*** Begin section ***

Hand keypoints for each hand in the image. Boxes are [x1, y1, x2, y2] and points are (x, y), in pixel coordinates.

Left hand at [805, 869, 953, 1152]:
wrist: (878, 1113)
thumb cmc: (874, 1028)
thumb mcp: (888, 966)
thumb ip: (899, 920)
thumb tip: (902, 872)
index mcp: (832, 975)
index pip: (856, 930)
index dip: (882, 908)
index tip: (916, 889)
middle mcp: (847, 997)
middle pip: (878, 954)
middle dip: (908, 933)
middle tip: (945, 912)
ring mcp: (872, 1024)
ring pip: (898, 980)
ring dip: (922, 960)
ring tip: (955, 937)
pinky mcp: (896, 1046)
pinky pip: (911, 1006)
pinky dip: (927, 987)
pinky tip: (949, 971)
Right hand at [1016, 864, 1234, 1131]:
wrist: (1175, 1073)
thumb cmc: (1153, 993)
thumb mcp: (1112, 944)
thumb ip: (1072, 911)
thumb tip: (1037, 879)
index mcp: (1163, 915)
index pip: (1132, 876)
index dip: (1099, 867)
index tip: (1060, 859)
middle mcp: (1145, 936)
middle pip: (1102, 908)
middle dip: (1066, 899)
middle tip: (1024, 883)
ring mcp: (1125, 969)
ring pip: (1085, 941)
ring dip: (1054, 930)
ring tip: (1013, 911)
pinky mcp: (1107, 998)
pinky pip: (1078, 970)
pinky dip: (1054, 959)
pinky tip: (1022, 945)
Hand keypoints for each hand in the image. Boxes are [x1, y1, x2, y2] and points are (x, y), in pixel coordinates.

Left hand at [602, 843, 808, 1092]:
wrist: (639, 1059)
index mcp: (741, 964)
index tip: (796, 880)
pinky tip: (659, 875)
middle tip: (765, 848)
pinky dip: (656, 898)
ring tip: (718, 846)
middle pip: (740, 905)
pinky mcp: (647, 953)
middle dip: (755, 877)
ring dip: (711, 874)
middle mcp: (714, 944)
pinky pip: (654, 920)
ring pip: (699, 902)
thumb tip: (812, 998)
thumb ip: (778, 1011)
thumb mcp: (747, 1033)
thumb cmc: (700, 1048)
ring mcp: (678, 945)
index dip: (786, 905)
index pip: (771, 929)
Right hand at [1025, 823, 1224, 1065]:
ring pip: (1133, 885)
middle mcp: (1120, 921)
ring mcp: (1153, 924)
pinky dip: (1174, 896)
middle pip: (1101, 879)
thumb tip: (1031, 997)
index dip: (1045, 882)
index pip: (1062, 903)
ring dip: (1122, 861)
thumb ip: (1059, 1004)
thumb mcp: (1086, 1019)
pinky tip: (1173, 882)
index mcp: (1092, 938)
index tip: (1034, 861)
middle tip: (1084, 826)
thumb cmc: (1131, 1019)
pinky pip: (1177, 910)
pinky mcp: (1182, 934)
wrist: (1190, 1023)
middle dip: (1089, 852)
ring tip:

*** End section ***

Type the records again in full, matching them exactly.

** Written answer **
Hand keypoints for each hand in the image. Boxes are [x1, y1, x2, y2] and points are (x, y), in pixel coordinates.

Left hand at [805, 869, 953, 1152]:
wrist: (878, 1113)
thumb cmc: (874, 1028)
thumb mcp: (888, 966)
thumb ip: (899, 920)
thumb tip: (902, 872)
index mcp: (832, 975)
index pip: (856, 930)
index dip: (882, 908)
index tip: (916, 889)
middle mcp: (847, 997)
middle pip: (878, 954)
middle dip: (908, 933)
middle tip: (945, 912)
ring mcp: (872, 1024)
ring pip: (898, 980)
ring dip: (922, 960)
ring tip: (955, 937)
pinky mcp: (896, 1046)
pinky pip: (911, 1006)
pinky dip: (927, 987)
pinky tip: (949, 971)
Right hand at [1016, 864, 1234, 1131]:
wrist: (1175, 1073)
thumb cmc: (1153, 993)
thumb mcp: (1112, 944)
thumb ip: (1072, 911)
thumb tip: (1037, 879)
index mcp: (1163, 915)
index pip: (1132, 876)
index dip: (1099, 867)
index tip: (1060, 859)
middle mcp: (1145, 936)
middle pip: (1102, 908)
middle dip: (1066, 899)
middle tip: (1024, 883)
ring mcp: (1125, 969)
ring pip: (1085, 941)
ring dip: (1054, 930)
ring tip: (1013, 911)
pinky mcp: (1107, 998)
pinky pip: (1078, 970)
pinky dip: (1054, 959)
pinky tip: (1022, 945)
Hand keypoints for each hand in the image. Boxes are [x1, y1, x2, y2] and points are (x, y), in pixel coordinates.

Left hand at [602, 843, 808, 1092]:
wrist: (639, 1059)
index mcp: (741, 964)
index tip: (796, 880)
pinky tip: (659, 875)
middle tip: (765, 848)
pinky dip: (656, 898)
ring tip: (718, 846)
middle pip: (740, 905)
pinky mcp: (647, 953)
middle dip: (755, 877)
ring dip: (711, 874)
middle mcp: (714, 944)
pinky pip: (654, 920)
ring pip: (699, 902)
thumb tip: (812, 998)
thumb ip: (778, 1011)
thumb mcp: (747, 1033)
thumb cmc: (700, 1048)
ring mcp: (678, 945)
index dip: (786, 905)
index pip: (771, 929)
Right hand at [1025, 823, 1224, 1065]:
ring pip: (1133, 885)
middle mcp: (1120, 921)
ring mcp: (1153, 924)
pinky dip: (1174, 896)
middle pip: (1101, 879)
thumb tip: (1031, 997)
index dip: (1045, 882)
index pip: (1062, 903)
ring dip: (1122, 861)
thumb ip: (1059, 1004)
thumb mcp: (1086, 1019)
pinky tip: (1173, 882)
index mcp: (1092, 938)
index tip: (1034, 861)
middle tip: (1084, 826)
thumb cmc: (1131, 1019)
pinky pip: (1177, 910)
pinky mcp: (1182, 934)
wrist: (1190, 1023)
middle dip: (1089, 852)
ring tip:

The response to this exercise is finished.